--- START ---
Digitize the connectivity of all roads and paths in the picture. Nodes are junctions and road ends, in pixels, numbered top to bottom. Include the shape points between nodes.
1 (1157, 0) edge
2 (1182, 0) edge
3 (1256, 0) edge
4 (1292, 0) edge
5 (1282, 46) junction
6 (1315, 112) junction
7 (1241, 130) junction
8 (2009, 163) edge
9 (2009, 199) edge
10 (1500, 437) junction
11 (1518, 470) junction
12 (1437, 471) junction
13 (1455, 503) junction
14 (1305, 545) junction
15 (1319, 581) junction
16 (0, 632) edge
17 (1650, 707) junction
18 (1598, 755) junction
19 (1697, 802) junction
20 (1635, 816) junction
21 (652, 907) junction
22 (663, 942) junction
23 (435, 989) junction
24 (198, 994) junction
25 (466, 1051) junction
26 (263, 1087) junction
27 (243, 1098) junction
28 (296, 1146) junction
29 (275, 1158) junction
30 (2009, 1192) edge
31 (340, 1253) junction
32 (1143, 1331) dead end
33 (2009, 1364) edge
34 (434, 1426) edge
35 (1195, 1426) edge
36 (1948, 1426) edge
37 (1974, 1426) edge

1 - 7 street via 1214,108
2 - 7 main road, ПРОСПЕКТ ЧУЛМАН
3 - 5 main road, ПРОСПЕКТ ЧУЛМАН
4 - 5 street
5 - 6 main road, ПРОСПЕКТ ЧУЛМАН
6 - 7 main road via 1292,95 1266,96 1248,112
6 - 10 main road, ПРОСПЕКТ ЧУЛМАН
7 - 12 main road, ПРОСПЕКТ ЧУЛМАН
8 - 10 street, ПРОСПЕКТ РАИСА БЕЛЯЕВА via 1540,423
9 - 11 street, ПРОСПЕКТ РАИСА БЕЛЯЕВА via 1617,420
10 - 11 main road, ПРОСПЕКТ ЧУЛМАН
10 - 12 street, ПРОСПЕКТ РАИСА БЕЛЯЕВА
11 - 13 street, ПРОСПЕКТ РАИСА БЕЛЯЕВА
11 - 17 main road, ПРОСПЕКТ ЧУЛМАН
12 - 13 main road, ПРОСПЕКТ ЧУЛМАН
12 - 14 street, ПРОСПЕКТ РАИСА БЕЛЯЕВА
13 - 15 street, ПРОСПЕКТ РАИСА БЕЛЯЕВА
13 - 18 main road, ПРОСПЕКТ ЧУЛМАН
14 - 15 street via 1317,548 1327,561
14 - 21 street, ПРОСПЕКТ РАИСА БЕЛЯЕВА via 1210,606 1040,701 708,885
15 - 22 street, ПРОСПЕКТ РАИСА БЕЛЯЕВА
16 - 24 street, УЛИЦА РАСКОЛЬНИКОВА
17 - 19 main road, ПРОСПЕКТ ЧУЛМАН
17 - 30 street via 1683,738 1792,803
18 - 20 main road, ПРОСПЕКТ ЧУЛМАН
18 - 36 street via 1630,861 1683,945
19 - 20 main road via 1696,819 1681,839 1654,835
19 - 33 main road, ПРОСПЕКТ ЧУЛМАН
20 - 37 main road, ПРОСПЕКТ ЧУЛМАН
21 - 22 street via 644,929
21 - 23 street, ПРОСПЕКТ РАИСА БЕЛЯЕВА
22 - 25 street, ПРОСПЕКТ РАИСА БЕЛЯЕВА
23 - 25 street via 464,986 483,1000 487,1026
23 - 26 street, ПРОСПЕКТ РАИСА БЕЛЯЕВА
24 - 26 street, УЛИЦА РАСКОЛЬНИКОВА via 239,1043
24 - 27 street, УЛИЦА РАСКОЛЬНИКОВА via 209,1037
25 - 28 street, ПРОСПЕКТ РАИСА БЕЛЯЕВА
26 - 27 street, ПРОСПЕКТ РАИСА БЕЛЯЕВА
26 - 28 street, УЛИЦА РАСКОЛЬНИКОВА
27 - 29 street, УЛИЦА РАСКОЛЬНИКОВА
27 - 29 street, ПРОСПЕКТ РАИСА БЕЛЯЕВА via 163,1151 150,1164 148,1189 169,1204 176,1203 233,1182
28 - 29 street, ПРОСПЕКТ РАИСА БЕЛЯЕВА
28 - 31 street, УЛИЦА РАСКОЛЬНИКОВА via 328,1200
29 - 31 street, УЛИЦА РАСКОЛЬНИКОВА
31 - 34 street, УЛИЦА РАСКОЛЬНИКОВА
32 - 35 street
--- END ---
Required work
Write out each record again, keeping every word as it is.

Your response
Digitize the connectivity of all roads and paths in the picture. Nodes are junctions and road ends, in pixels, numbered top to bottom. Include the shape points between nodes.
1 (1157, 0) edge
2 (1182, 0) edge
3 (1256, 0) edge
4 (1292, 0) edge
5 (1282, 46) junction
6 (1315, 112) junction
7 (1241, 130) junction
8 (2009, 163) edge
9 (2009, 199) edge
10 (1500, 437) junction
11 (1518, 470) junction
12 (1437, 471) junction
13 (1455, 503) junction
14 (1305, 545) junction
15 (1319, 581) junction
16 (0, 632) edge
17 (1650, 707) junction
18 (1598, 755) junction
19 (1697, 802) junction
20 (1635, 816) junction
21 (652, 907) junction
22 (663, 942) junction
23 (435, 989) junction
24 (198, 994) junction
25 (466, 1051) junction
26 (263, 1087) junction
27 (243, 1098) junction
28 (296, 1146) junction
29 (275, 1158) junction
30 (2009, 1192) edge
31 (340, 1253) junction
32 (1143, 1331) dead end
33 (2009, 1364) edge
34 (434, 1426) edge
35 (1195, 1426) edge
36 (1948, 1426) edge
37 (1974, 1426) edge

1 - 7 street via 1214,108
2 - 7 main road, ПРОСПЕКТ ЧУЛМАН
3 - 5 main road, ПРОСПЕКТ ЧУЛМАН
4 - 5 street
5 - 6 main road, ПРОСПЕКТ ЧУЛМАН
6 - 7 main road via 1292,95 1266,96 1248,112
6 - 10 main road, ПРОСПЕКТ ЧУЛМАН
7 - 12 main road, ПРОСПЕКТ ЧУЛМАН
8 - 10 street, ПРОСПЕКТ РАИСА БЕЛЯЕВА via 1540,423
9 - 11 street, ПРОСПЕКТ РАИСА БЕЛЯЕВА via 1617,420
10 - 11 main road, ПРОСПЕКТ ЧУЛМАН
10 - 12 street, ПРОСПЕКТ РАИСА БЕЛЯЕВА
11 - 13 street, ПРОСПЕКТ РАИСА БЕЛЯЕВА
11 - 17 main road, ПРОСПЕКТ ЧУЛМАН
12 - 13 main road, ПРОСПЕКТ ЧУЛМАН
12 - 14 street, ПРОСПЕКТ РАИСА БЕЛЯЕВА
13 - 15 street, ПРОСПЕКТ РАИСА БЕЛЯЕВА
13 - 18 main road, ПРОСПЕКТ ЧУЛМАН
14 - 15 street via 1317,548 1327,561
14 - 21 street, ПРОСПЕКТ РАИСА БЕЛЯЕВА via 1210,606 1040,701 708,885
15 - 22 street, ПРОСПЕКТ РАИСА БЕЛЯЕВА
16 - 24 street, УЛИЦА РАСКОЛЬНИКОВА
17 - 19 main road, ПРОСПЕКТ ЧУЛМАН
17 - 30 street via 1683,738 1792,803
18 - 20 main road, ПРОСПЕКТ ЧУЛМАН
18 - 36 street via 1630,861 1683,945
19 - 20 main road via 1696,819 1681,839 1654,835
19 - 33 main road, ПРОСПЕКТ ЧУЛМАН
20 - 37 main road, ПРОСПЕКТ ЧУЛМАН
21 - 22 street via 644,929
21 - 23 street, ПРОСПЕКТ РАИСА БЕЛЯЕВА
22 - 25 street, ПРОСПЕКТ РАИСА БЕЛЯЕВА
23 - 25 street via 464,986 483,1000 487,1026
23 - 26 street, ПРОСПЕКТ РАИСА БЕЛЯЕВА
24 - 26 street, УЛИЦА РАСКОЛЬНИКОВА via 239,1043
24 - 27 street, УЛИЦА РАСКОЛЬНИКОВА via 209,1037
25 - 28 street, ПРОСПЕКТ РАИСА БЕЛЯЕВА
26 - 27 street, ПРОСПЕКТ РАИСА БЕЛЯЕВА
26 - 28 street, УЛИЦА РАСКОЛЬНИКОВА
27 - 29 street, УЛИЦА РАСКОЛЬНИКОВА
27 - 29 street, ПРОСПЕКТ РАИСА БЕЛЯЕВА via 163,1151 150,1164 148,1189 169,1204 176,1203 233,1182
28 - 29 street, ПРОСПЕКТ РАИСА БЕЛЯЕВА
28 - 31 street, УЛИЦА РАСКОЛЬНИКОВА via 328,1200
29 - 31 street, УЛИЦА РАСКОЛЬНИКОВА
31 - 34 street, УЛИЦА РАСКОЛЬНИКОВА
32 - 35 street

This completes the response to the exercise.